Une ligne continue, une bascule décisive.
Arrêt des études à 15 ans. Création et vente de thèmes pour le CMS Nuked-Klan, des dizaines de milliers de visites mensuelles. Le métier s'apprend sur le terrain.
CDI à 18 ans dans une agence lyonnaise multi-primée. Développement Flash AS3 sur des sites « expérience ». La rigueur du code, l'exigence de la direction artistique.
Indépendant à 100%, après deux ans de missions en parallèle pour Ubisoft, Seb, Square Enix, Samsung. Design et code dans les mêmes mains : la cohérence de bout en bout.
Bootstrap trop limité pour des directions artistiques exigeantes. Création de frameworks SCSS sur mesure, avant Tailwind. L'année d'avant, un prix WebCup en équipe.
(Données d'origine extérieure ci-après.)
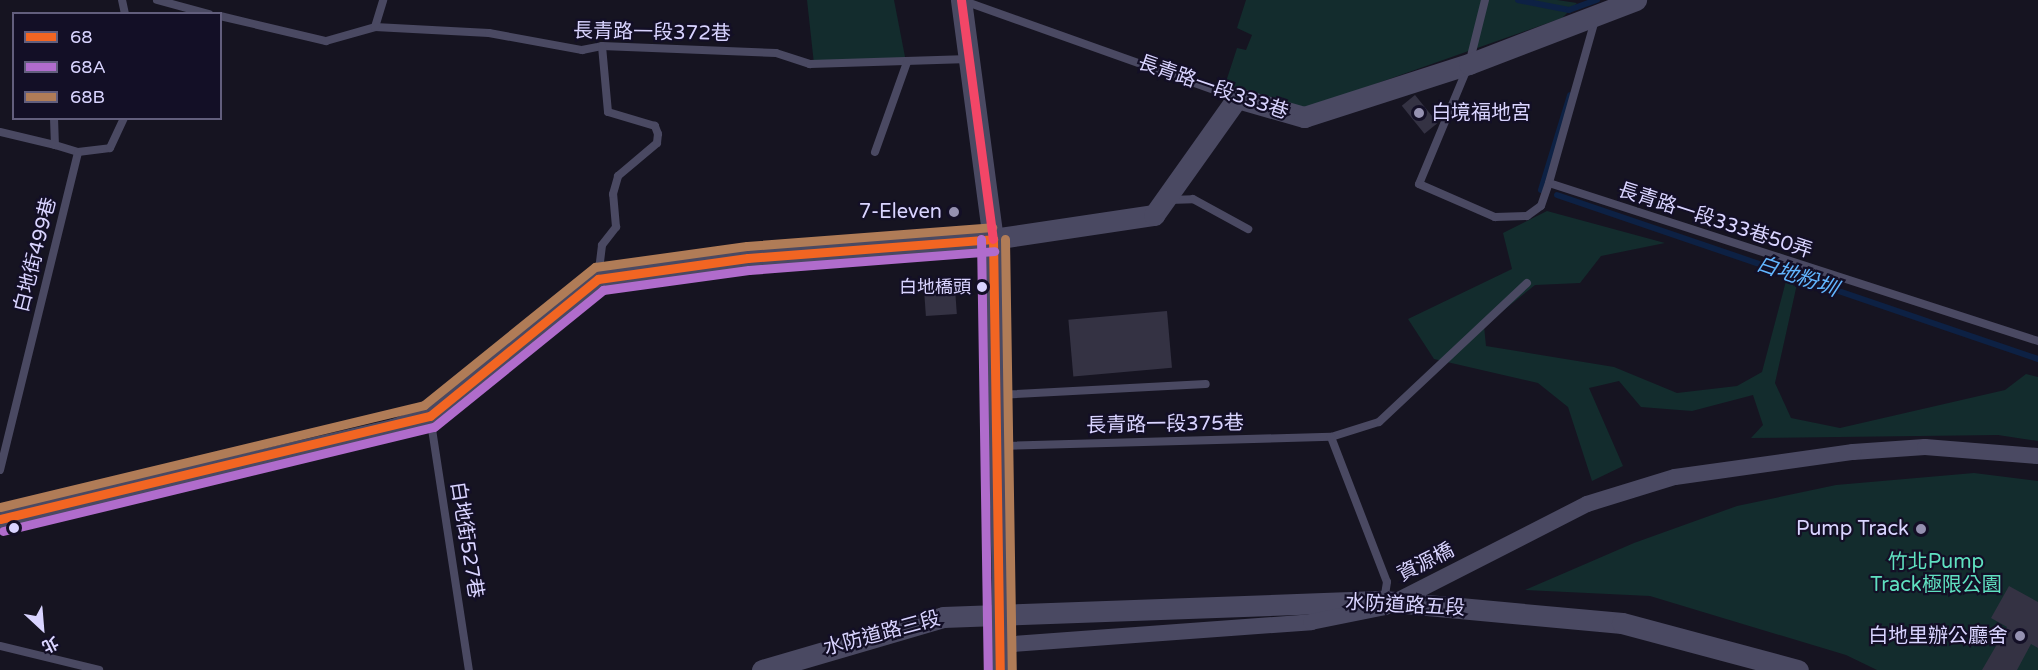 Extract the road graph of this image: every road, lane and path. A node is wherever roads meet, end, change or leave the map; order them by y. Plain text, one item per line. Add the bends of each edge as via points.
1 (157, 0) edge
2 (383, 0) edge
3 (961, 0) edge
4 (1485, 0) edge
5 (1636, 0) edge
6 (202, 12) edge
7 (1597, 14) junction
8 (222, 16) edge
9 (375, 27) junction
10 (602, 46) junction
11 (969, 59) junction
12 (907, 62) junction
13 (1469, 64) junction
14 (1237, 98) junction
15 (54, 120) edge
16 (123, 120) edge
17 (0, 132) edge
18 (55, 146) junction
19 (78, 152) junction
20 (875, 152) dead end
21 (1550, 183) junction
22 (1169, 200) junction
23 (1248, 229) dead end
24 (993, 239) junction
25 (598, 279) junction
26 (1527, 283) dead end
27 (2038, 341) edge
28 (1206, 384) dead end
29 (997, 395) junction
30 (430, 416) junction
31 (1332, 437) junction
32 (999, 446) junction
33 (2038, 456) edge
34 (0, 471) edge
35 (0, 519) edge
36 (1383, 601) junction
37 (1005, 614) joint
38 (1000, 645) junction
39 (0, 646) edge
40 (99, 670) edge
41 (469, 670) edge
42 (762, 670) edge
43 (1000, 670) edge
44 (1798, 670) edge

1 - 6 lane
2 - 9 lane
3 - 11 street
3 - 14 lane, 長青路一段333巷
4 - 13 lane
5 - 7 street, 長青路一段333巷
7 - 13 street, 長青路一段333巷
7 - 21 lane
8 - 9 lane, 長青路一段372巷 via 326,41
9 - 10 lane, 長青路一段372巷 via 489,33 582,50
10 - 12 lane, 長青路一段372巷 via 776,53 810,64
10 - 25 lane via 608,112 655,126 658,134 657,143 618,176 613,194 616,227 603,245
11 - 12 lane, 長青路一段372巷
11 - 24 street
12 - 20 lane
13 - 14 street, 長青路一段333巷 via 1304,117
13 - 21 lane via 1419,184 1495,217 1527,216 1541,206
14 - 22 street
15 - 18 lane
16 - 19 lane via 110,148
17 - 18 lane
18 - 19 lane
19 - 34 lane, 白地街499巷
21 - 27 lane, 長青路一段333巷50弄
22 - 23 lane via 1193,199
22 - 24 street via 1154,215
24 - 25 street via 748,258
24 - 29 street
25 - 30 street
26 - 31 lane, 長青路一段375巷 via 1379,422
28 - 29 lane
29 - 32 street
30 - 35 street via 393,429
30 - 41 lane, 白地街527巷
31 - 32 lane, 長青路一段375巷
31 - 36 lane via 1387,582
32 - 38 street, bridge
33 - 38 street, 資源橋, bridge via 1925,447 1854,452 1675,477 1587,504 1385,607 1299,623
36 - 37 street, 水防道路五段
36 - 44 street, 水防道路五段 via 1622,623
37 - 42 street, 水防道路三段 via 943,617
38 - 43 street, bridge
39 - 40 lane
Passage au travail à distance, international. Le framework « Do » structure des années d'outils personnels. Le fluide devient une méthode, plus une exception.
Design system SCSS fluid-first, open source. L'aboutissement de dix ans de R&D : 99% de breakpoints en moins, tokens OKLCH, échelle en φ.
Toute la production réorganisée autour de l'IA. Le manifeste actuel : rien ne bouge sans raison. Un cap, un point de focus, une IA tenue à la ligne.